* **TASK TO CARRY OUT**
The records below must be copied in full; omit the images.

* **EXCERPTED RECORDS**
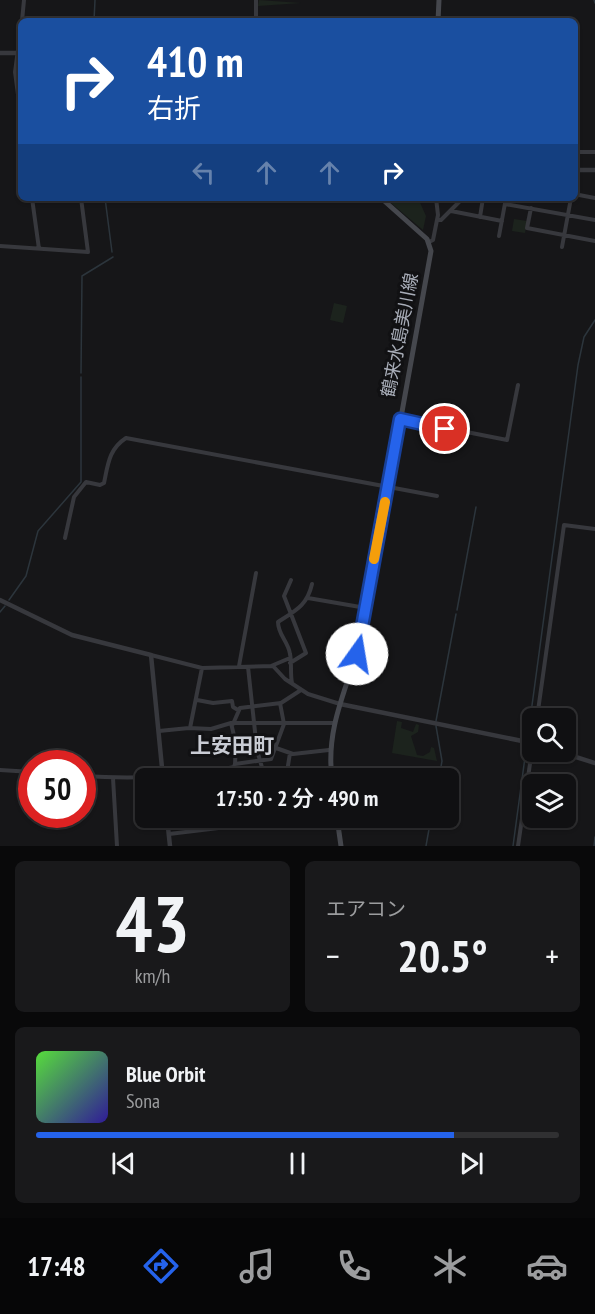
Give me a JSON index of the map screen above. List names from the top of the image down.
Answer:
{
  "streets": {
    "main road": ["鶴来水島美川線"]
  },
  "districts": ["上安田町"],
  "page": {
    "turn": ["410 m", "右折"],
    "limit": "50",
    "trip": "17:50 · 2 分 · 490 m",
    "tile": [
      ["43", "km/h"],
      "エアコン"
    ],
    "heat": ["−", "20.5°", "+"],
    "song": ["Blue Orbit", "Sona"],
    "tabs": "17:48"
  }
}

* **RESPONSE AREA**
Give me a JSON index of the map screen above. List names from the top of the image down.
Answer:
{
  "streets": {
    "main road": ["鶴来水島美川線"]
  },
  "districts": ["上安田町"],
  "page": {
    "turn": ["410 m", "右折"],
    "limit": "50",
    "trip": "17:50 · 2 分 · 490 m",
    "tile": [
      ["43", "km/h"],
      "エアコン"
    ],
    "heat": ["−", "20.5°", "+"],
    "song": ["Blue Orbit", "Sona"],
    "tabs": "17:48"
  }
}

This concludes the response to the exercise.